On the matter of spontaneity, it's difficult to reach firm conclusions on the evidence presented in "Don't Get Too Comfortable," but it's certainly true that though he may be willing to try just about anything, he often regrets doing so. Thus he flies to Belize to write about a Playboy photo shoot, but, having no interest in the female flesh amply on display, he soon finds that "I am not built for this heat and sunlight, and truth be told, I am a little bored." He flies on the Concorde, which he finds "more a triumph of consumption than of science," a "beautifully controlled yet hideously wasteful bonfire." Then, for contrast, he flies Hooters Air from Newark to Myrtle Beach and is surprised that even though the skimpily clad flight attendants "look like Olympic athletes representing the tackiest country on earth, which I guess they kind of are," they're perky and friendly, and the whole atmosphere is "congenial and casual," not exactly what one expects to find on an American airline these days.
Among other matters to which Rakoff directs his attention are the Log Cabin Republicans, "the largest gay and lesbian organization in the GOP," about whom he asks: "It's all well and good to stay in the institutions you care about, but wouldn't it be nice to feel that the institution, in turn, cared about you, or at least wasn't hellbent on your eradication or, failing that, the legislating away of your rights?" He expresses somewhat unexpected admiration for Martha Stewart -- "she advocates mastery and competence over purchase," which to my mind tells only a very small part of the story -- and he finds himself almost completely out of his element at a Paris fashion show. There he encounters, among other peculiarities, the designer Karl Lagerfeld, who "looks me up and down and dismisses me with the not super-kind, 'What can you write that hasn't been written already?' "
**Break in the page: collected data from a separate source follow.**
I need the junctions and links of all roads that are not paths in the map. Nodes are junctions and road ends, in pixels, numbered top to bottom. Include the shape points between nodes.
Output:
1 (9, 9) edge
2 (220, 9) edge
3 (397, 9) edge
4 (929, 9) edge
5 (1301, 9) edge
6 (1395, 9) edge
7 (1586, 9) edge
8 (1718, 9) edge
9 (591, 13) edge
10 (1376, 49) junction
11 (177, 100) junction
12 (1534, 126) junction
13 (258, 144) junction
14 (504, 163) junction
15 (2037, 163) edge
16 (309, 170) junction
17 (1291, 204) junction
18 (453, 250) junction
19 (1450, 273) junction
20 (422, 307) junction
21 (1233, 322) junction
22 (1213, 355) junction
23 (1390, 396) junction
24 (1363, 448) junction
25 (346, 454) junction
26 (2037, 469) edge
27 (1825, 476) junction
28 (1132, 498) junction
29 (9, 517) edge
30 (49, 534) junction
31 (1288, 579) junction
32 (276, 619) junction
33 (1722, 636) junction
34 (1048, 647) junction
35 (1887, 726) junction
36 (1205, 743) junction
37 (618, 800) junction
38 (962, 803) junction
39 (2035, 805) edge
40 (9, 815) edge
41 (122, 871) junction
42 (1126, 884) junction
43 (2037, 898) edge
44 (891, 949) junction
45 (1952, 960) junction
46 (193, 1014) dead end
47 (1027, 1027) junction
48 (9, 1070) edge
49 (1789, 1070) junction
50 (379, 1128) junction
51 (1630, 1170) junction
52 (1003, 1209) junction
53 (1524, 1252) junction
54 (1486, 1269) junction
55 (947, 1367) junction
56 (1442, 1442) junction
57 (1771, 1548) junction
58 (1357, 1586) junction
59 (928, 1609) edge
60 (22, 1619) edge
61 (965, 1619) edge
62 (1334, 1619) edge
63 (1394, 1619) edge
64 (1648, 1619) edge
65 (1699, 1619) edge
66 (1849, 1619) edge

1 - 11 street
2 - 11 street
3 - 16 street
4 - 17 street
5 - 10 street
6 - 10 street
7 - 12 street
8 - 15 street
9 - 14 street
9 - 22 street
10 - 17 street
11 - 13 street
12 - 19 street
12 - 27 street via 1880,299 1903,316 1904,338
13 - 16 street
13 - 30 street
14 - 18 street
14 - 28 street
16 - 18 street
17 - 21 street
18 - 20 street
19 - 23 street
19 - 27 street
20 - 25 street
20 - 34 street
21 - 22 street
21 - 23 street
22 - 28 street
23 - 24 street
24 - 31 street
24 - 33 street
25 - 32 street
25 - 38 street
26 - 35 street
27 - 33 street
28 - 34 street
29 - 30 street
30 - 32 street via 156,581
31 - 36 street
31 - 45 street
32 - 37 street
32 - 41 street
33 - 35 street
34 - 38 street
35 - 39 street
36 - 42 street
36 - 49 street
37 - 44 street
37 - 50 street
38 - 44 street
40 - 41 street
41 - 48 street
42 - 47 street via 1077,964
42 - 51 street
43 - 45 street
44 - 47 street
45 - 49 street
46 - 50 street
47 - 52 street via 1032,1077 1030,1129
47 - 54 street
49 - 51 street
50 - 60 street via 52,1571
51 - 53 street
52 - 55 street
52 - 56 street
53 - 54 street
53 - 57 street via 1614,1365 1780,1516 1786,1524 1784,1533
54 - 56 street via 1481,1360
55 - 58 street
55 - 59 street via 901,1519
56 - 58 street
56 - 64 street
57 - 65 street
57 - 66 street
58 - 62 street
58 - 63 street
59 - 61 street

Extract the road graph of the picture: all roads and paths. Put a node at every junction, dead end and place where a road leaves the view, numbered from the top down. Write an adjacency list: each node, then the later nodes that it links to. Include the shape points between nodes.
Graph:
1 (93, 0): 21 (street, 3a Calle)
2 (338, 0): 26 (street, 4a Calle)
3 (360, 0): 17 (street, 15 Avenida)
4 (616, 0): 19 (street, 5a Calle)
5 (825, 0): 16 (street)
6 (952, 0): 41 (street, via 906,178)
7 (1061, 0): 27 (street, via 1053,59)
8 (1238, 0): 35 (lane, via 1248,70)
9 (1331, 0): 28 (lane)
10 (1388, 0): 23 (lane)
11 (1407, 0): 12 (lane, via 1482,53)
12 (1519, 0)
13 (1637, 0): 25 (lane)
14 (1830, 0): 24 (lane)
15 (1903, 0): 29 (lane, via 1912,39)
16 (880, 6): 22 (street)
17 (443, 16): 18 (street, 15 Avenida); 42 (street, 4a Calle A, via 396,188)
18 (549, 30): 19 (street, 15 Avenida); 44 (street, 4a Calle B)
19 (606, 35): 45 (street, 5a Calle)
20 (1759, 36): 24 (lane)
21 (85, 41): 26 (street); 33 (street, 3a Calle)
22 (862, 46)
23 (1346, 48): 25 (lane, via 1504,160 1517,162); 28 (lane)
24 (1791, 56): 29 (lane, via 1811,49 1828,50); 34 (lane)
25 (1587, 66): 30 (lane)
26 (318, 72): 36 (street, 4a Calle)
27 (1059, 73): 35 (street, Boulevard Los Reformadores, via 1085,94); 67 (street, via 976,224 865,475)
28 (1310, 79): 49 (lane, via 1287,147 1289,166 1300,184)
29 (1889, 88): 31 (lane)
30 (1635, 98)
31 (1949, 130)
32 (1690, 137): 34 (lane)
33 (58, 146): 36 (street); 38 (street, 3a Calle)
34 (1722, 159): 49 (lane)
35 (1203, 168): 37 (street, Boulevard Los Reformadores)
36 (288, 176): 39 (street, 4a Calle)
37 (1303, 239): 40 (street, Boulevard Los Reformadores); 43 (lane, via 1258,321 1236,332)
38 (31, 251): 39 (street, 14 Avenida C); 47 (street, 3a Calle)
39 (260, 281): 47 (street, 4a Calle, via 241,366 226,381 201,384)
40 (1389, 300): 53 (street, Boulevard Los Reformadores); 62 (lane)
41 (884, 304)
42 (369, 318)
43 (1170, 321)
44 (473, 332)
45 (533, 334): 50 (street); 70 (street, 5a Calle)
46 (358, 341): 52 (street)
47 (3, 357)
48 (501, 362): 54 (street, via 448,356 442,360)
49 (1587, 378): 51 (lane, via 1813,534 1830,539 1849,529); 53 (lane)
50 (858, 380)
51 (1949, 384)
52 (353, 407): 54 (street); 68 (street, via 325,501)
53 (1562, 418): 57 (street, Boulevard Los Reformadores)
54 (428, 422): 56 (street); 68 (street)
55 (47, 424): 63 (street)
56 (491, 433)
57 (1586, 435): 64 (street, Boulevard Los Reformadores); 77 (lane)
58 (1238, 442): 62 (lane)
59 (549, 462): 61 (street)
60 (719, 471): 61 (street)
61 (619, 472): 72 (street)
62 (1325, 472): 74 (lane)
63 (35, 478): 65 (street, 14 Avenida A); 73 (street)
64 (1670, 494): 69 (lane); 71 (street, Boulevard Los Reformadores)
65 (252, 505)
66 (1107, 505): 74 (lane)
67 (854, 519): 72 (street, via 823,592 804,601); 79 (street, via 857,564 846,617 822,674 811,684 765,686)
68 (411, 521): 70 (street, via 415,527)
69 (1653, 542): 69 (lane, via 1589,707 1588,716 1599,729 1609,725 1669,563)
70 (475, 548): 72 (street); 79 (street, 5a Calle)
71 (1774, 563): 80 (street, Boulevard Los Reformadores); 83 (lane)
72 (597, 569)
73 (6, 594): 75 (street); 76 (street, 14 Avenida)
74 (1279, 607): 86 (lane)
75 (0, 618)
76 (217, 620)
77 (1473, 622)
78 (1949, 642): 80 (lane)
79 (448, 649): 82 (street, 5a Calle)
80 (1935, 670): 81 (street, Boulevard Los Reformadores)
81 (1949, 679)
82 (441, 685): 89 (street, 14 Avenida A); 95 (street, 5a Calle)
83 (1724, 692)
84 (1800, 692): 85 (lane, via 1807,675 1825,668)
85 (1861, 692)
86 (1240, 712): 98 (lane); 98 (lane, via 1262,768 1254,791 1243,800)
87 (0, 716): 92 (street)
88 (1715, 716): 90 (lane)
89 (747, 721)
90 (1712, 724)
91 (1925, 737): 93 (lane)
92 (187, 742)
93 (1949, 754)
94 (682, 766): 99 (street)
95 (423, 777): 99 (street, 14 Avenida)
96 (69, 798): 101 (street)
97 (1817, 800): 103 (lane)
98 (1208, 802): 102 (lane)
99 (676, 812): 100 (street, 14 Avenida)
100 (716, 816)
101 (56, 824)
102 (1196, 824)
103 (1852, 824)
"He's absolutely right, I have no idea. I can but try. The only thing I can come up with at that moment is that Lagerfeld's powdered white ponytail has dusted the shoulders of his suit with what looks like dandruff but isn't. Also, not yet having undergone his alarming weight loss, and seated on a tiny velvet chair, with his large doughy rump dominating the miniature piece of furniture like a loose, flabby . . . muffin overrisen from its pan, he resembles a Daumier caricature of some corpulent, inhumane oligarch drawn sitting on a commode, stuffing his greedy throat with the corpses of dead children, while from the other end he [excretes] huge, malodorous piles of tainted money. How's that for new and groundbreaking, Mr. L.?"
Not bad, is what I'd say. The pleasures of reading what results when an exceedingly sharp pen encounters an exceedingly inviting target are not to be denied, and Rakoff offers many such delights in these pages. He also, by no means incidentally, has a humane view of human society at its most ordinary and unpretentious. But the bloated wallets and bloated egos are his subjects here, and he deflates them with precision and self-evident satisfaction.